We originally hypothesize that CFS is a prolonged infectious mononucleosis syndrome in previously healthy (immunocompetent) persons.  We further speculate in this early study that prime candidates for the cause of CFS are two herpesviruses which cause infectious mononucleosis:  Epstein-Barr virus (EBV) and cytomegalovirus (HCMV).  We further suggest that studies seeking a single virus cause of CFS, even those studies searching for single virus EBV or single virus HCMV would conclude in a result of “no cause.”  Indeed, such negative studies have been done.  We suggest that there may be three causes of CFS: 1) single virus EBV CFS; 2) single virus HCMV CFS; and 3) EBV-HCMV co-infection CFS.  This hypothesis we now know is correct.
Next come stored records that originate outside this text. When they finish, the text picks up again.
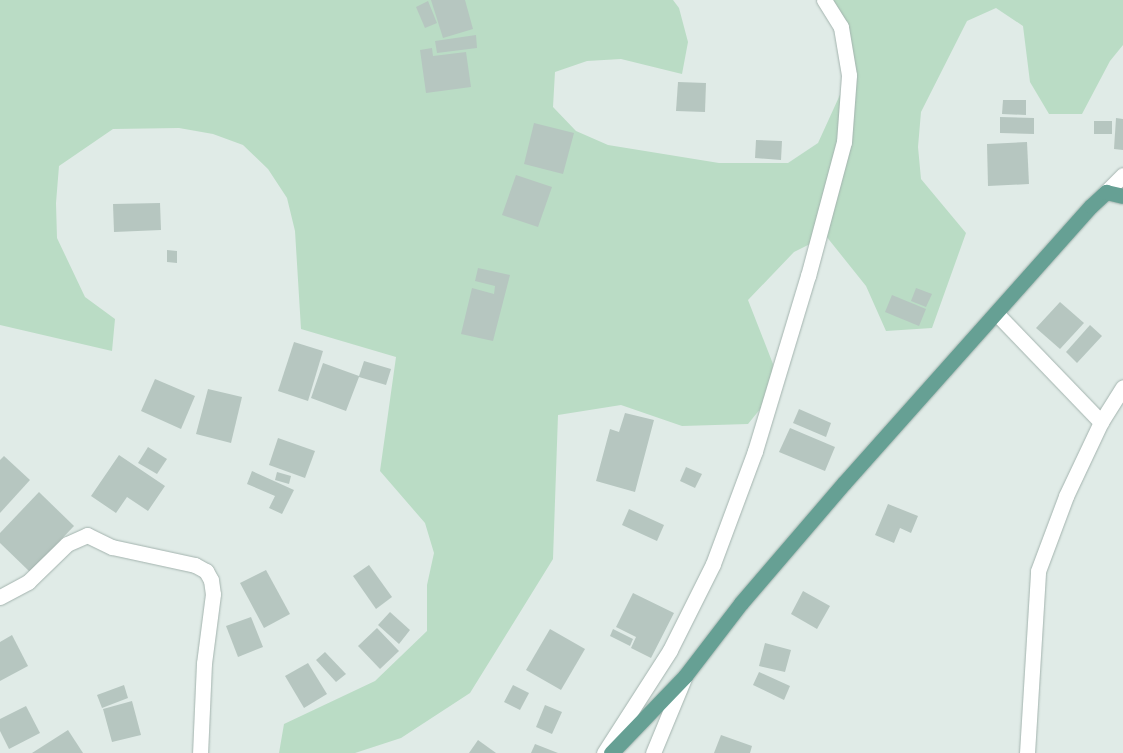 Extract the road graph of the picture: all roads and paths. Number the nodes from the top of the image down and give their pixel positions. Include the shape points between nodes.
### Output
1 (824, 0) edge
2 (1123, 175) edge
3 (1106, 192) junction
4 (1123, 196) edge
5 (997, 314) junction
6 (1123, 387) edge
7 (1101, 422) junction
8 (0, 597) edge
9 (685, 676) junction
10 (200, 753) edge
11 (604, 753) edge
12 (611, 753) edge
13 (653, 753) edge
14 (1027, 753) edge

1 - 11 street via 841,27 848,75 844,142 808,276 755,451 713,564 670,650
2 - 3 street
3 - 4 main road
3 - 5 main road
5 - 7 street
5 - 9 main road via 844,483 741,603
6 - 7 street
7 - 14 street via 1066,496 1038,571
8 - 10 street via 28,582 67,544 87,535 112,547 195,565 206,571 213,594 204,663
9 - 12 main road
9 - 13 street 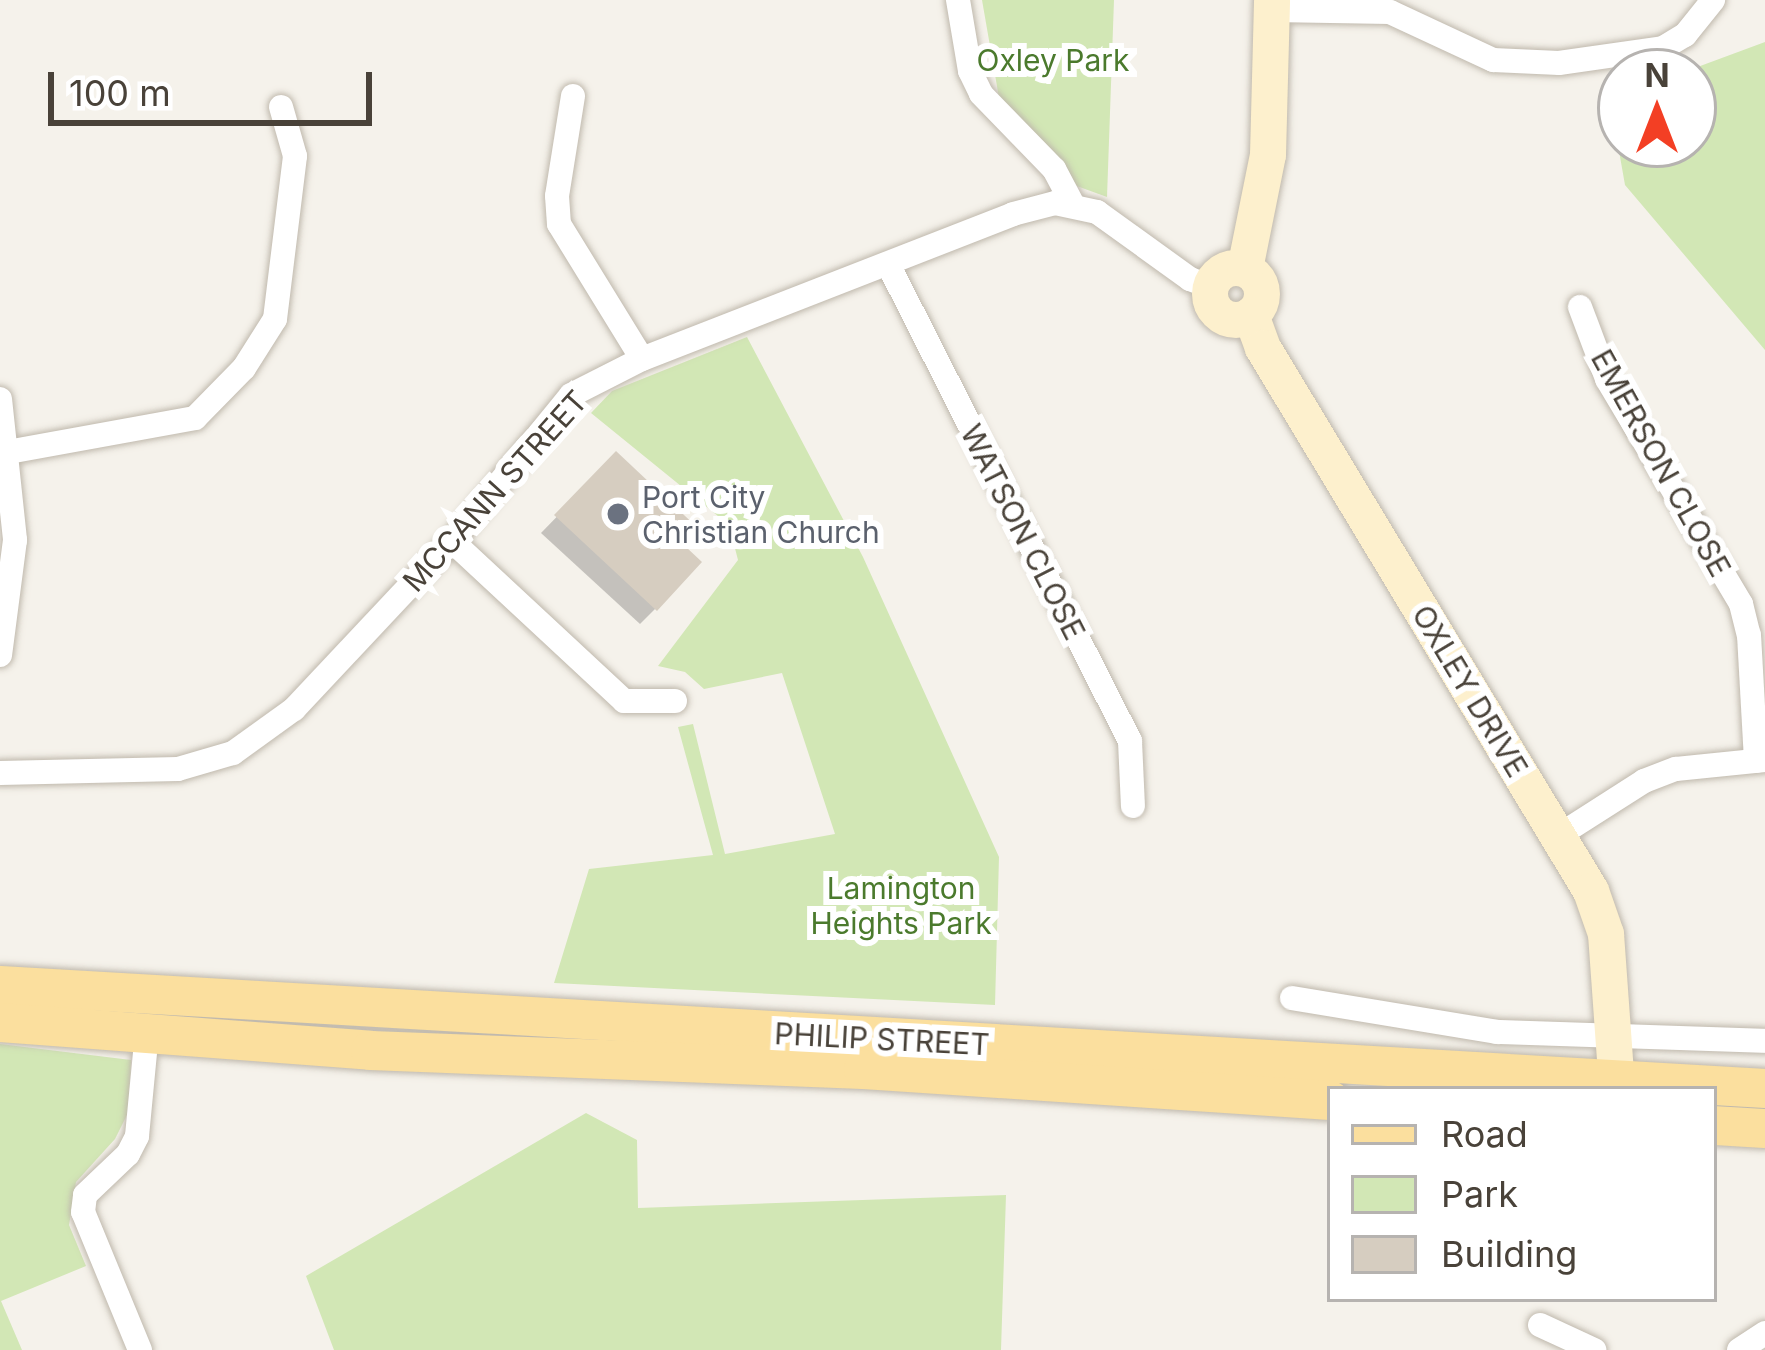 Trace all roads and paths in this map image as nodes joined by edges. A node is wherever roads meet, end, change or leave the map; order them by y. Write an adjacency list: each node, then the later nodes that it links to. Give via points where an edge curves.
1 (958, 0): 6 (street, via 981,94 1054,169)
2 (1713, 0): 3 (street, via 1663,48 1559,63 1493,60 1390,13)
3 (1272, 5): 8 (street, via 1267,168)
4 (573, 96): 12 (street, via 556,196 559,224)
5 (281, 107): 14 (street, via 295,156 275,319 244,368 195,418)
6 (1072, 203): 7 (street, MCCANN STREET, via 1013,214); 9 (street)
7 (888, 264): 12 (street, MCCANN STREET); 20 (street, WATSON CLOSE, via 1130,741)
8 (1245, 269): 9 (street, via 1224,271); 11 (street, via 1262,290)
9 (1210, 287): 11 (street, via 1217,312 1233,320)
10 (1580, 307): 18 (street, EMERSON CLOSE, via 1607,379 1741,604)
11 (1251, 315): 21 (street, OXLEY DRIVE, via 1263,348)
12 (642, 358): 15 (street, MCCANN STREET, via 572,395)
13 (0, 399): 14 (street)
14 (8, 452): 16 (street, via 15,540)
15 (452, 541): 17 (street, via 624,700); 19 (street, MCCANN STREET, via 294,709 233,753 178,769)
16 (0, 655)
17 (675, 700)
18 (1760, 761): 21 (street, via 1676,769)
19 (0, 772)
20 (1133, 806)
21 (1558, 836): 26 (street, OXLEY DRIVE, via 1606,934)
22 (0, 985): 28 (main road, PHILIP STREET)
23 (1292, 998): 26 (street, via 1497,1032)
24 (0, 1022): 25 (main road, PHILIP STREET)
25 (147, 1034): 32 (main road, PHILIP STREET); 37 (street, via 137,1136 85,1195 87,1231)
26 (1616, 1038): 27 (street); 28 (street, OXLEY DRIVE)
27 (1765, 1042)
28 (1617, 1084): 29 (main road, PHILIP STREET)
29 (1691, 1086)
30 (1717, 1087): 31 (main road, PHILIP STREET)
31 (1765, 1088)
32 (1327, 1100)
33 (1717, 1125): 34 (main road)
34 (1765, 1128)
35 (1540, 1325): 38 (street)
36 (1765, 1333): 39 (street)
37 (140, 1350)
38 (1594, 1350)
39 (1739, 1350) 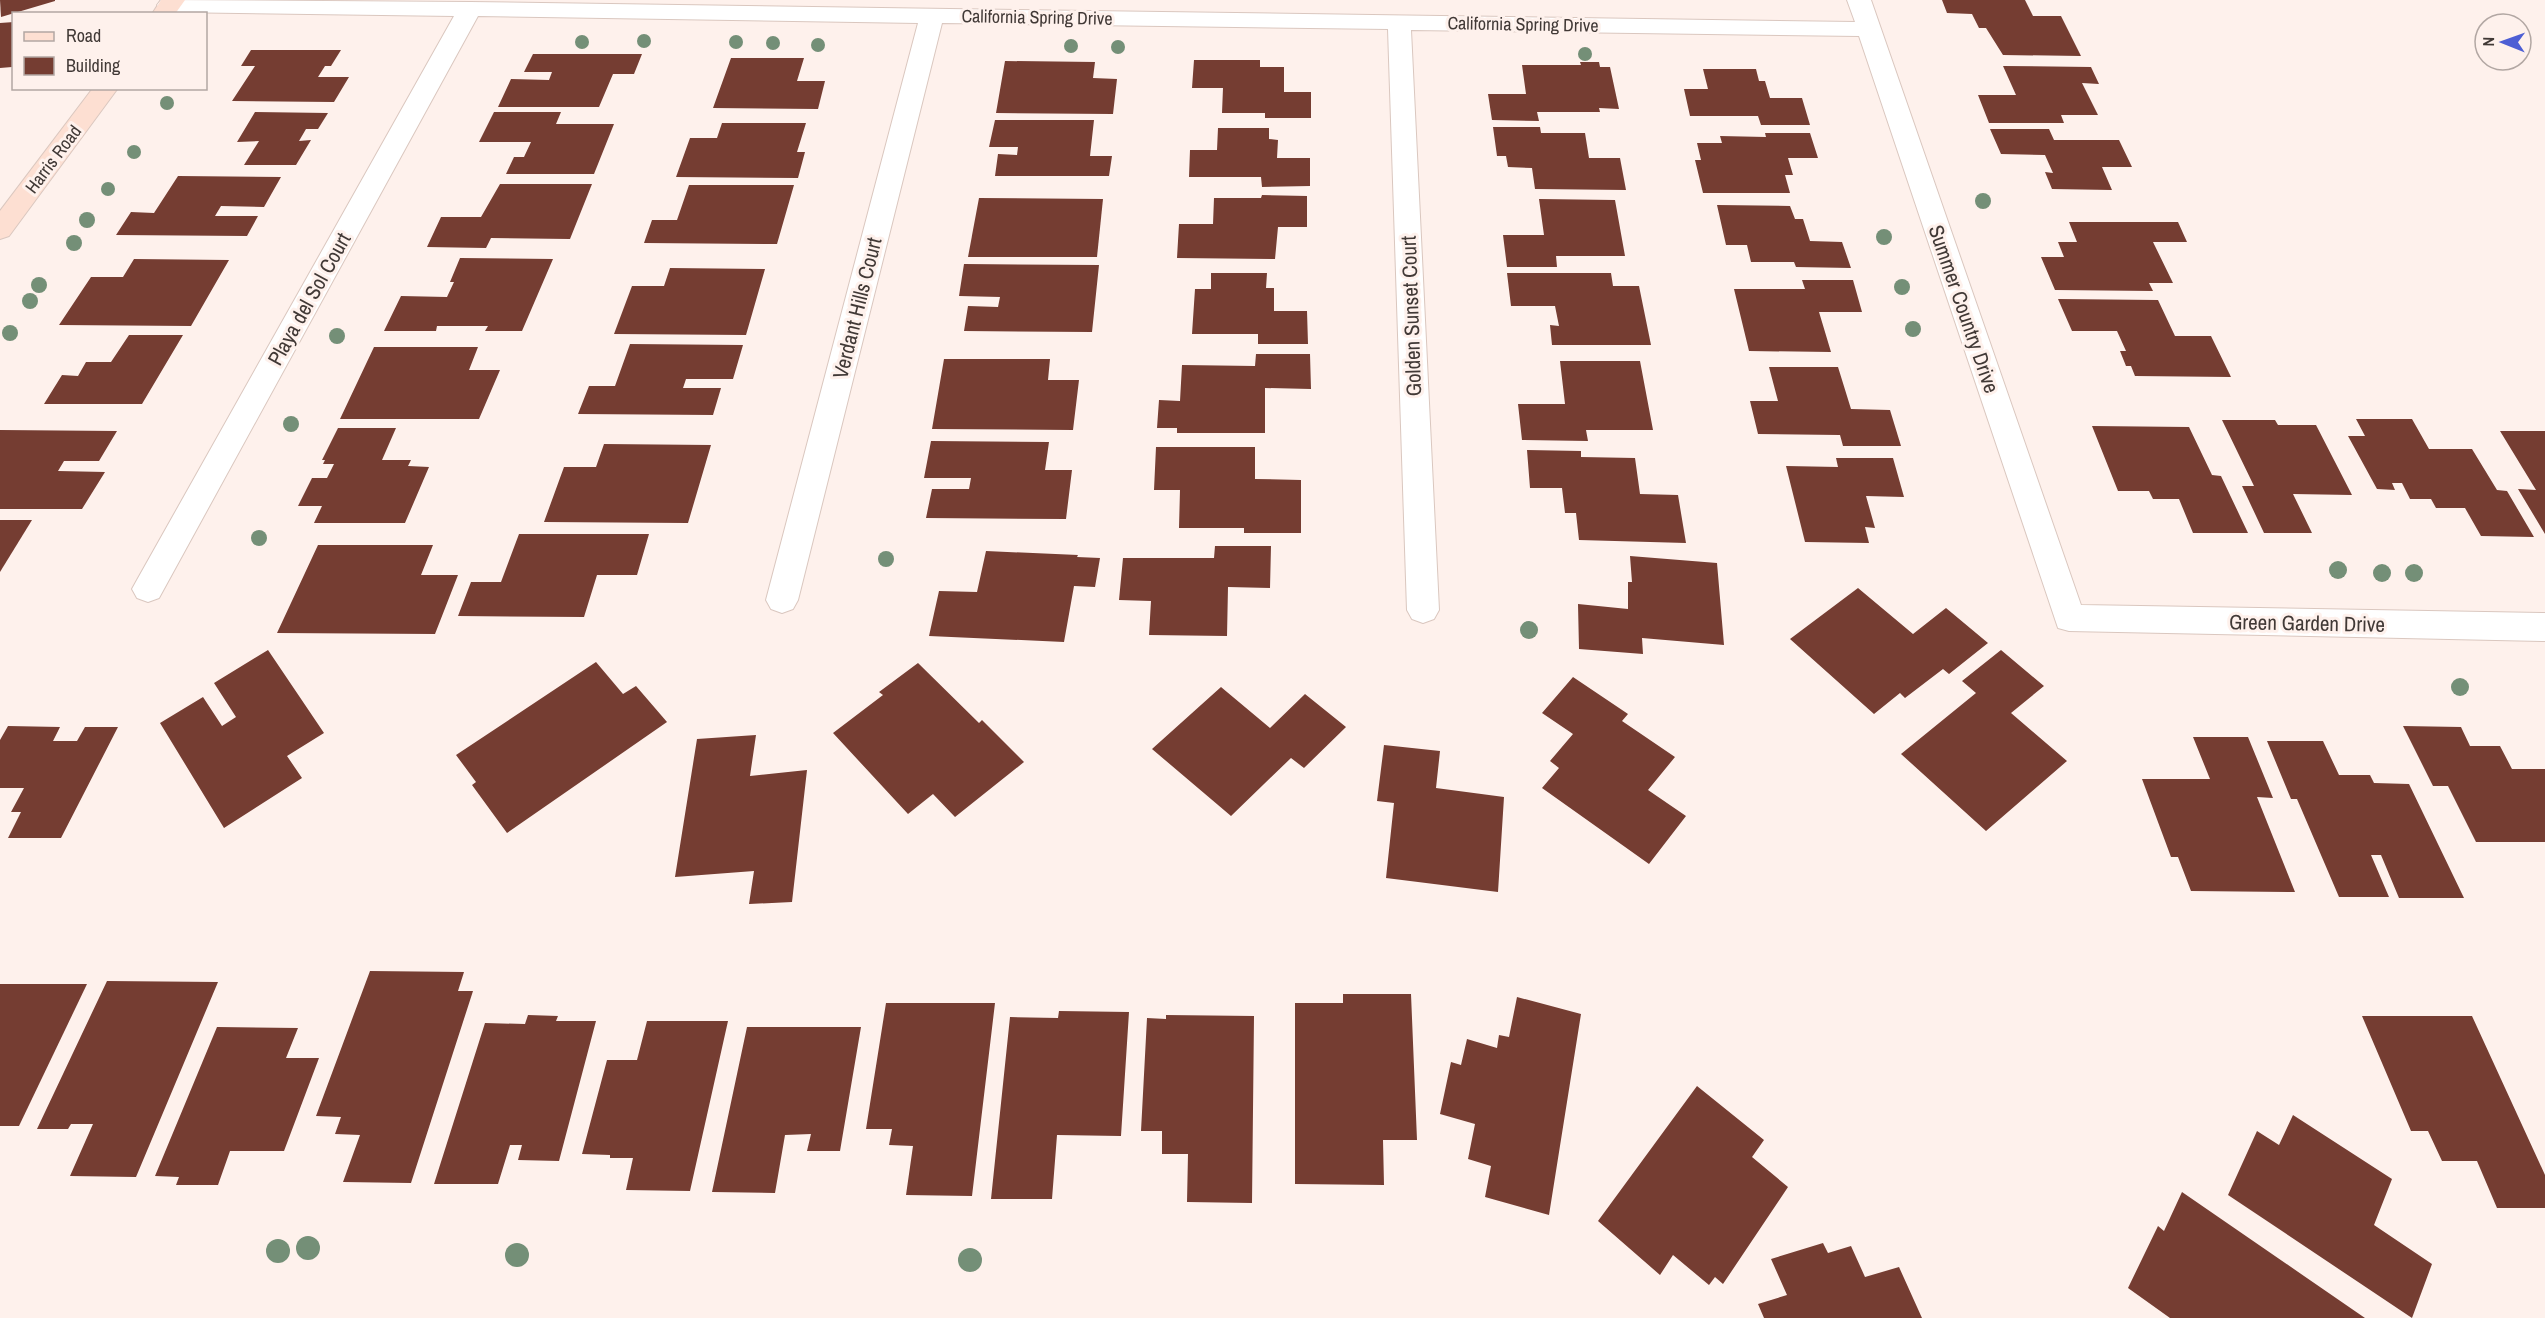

Energy Index Point Score® (EIPS®) is a registered trademark, U.S. Patent and Trademark Office.


 
Summary of Publications A-C (Cardiac Involvement in CFS)

This original work shows that rapid heart rates at rest, and in some cases, abnormal cardiac wall motion contribute to the light-headedness that many CFS patients experience. Uniformly, abnormal Holter monitoring is present in CFS patients. This additional criterion for diagnosis of CFS illness, namely abnormal Holter monitoring, to the CDC criteria for the diagnosis of CFS does not exclude any CFS patients included in the original CDC definition. The absence of abnormal Holter ECG testing indicates that these fatigued patients do not have CFS.

 

A.

Lerner AM, Lawrie C, Dworkin HJ. Repetitively negative changing T-waves at 24-h electrocardiographic monitors in patients with the chronic fatigue syndrome (left ventricular dysfunction in a cohort). Chest. 1993; 104:1417-1421

This first of our CFS publications outlines the essential cardiac involvement of CFS.  We showed that 24 CFS consecutive patients had abnormal cardiac electrical conduction by 24-hr. ECG testing (Holter monitoring) compared to 106 non-fatigued control patients (p<0.03).  In 8 of the 24 patients, gross abnormal cardiac wall motion at exercise MUGA testing was seen.  Coronary artery disease was excluded by myocardial perfusion imaging in all CFS patients.

 

B.

Dworkin HJ, Lawrie C, Bohdiewicz P and Lerner AM Abnormal left ventricular myocardial dynamics in eleven patients with the chronic fatigue syndrome. Clinical Nuclear Medicine 1994;19:675-677

Continuing the CFS cardiac focus, 11 CFS patients were studied using the cardiac nuclear medicine MUGA test which measures muscle strength of the heart.  Abnormal cardiac wall motion at rest and stress, dilation of the left ventricle and segmental wall motion abnormalities were observed.  The cardiac abnormal dynamics worsen as CFS continues.

 

C.

Lerner AM, Goldstein J, Chang CH et al. Cardiac involvement in patients with chronic fatigue syndrome as documented with Holter and biopsy data in Birmingham, MI 1991-1993. Infectious Diseases in Clinical Practice 1997;6:327-33

This is a controlled study of CFS cardiac involvement.  The prevalence of abnormal Holter monitoring in 67 CFS patients and 78 non-CFS patients matched for age, place and time and absence of other confounding medical diseases were compared.  Holter monitors in both CFS and control groups were read by two non-involved cardiologists without clinical knowledge about the patient or place in the study.  Dr. Lerner was not a reader of Holter monitors in this study.  The prevalence of T-wave abnormalities by Holter monitoring was greater in CFS than in non-CFS patients (p<0.01).  The presence of abnormal T-waves at Holter monitoring was “sensitive indicator of the presence of CFS.”  The “absence” of these abnormal T-waves made the diagnosis of CFS unlikely (statistical sensitivity 0.96).  Light and electron micrographic studies of right ventricular endomyocardial biopsies in these CFS patients showed cardiomyopathic changes.  We do not recommend further right ventricular cardiac biopsies in CFS patients since the hearts of CFS patients may be friable and may have an increased likelihood of post-biopsy bleeding.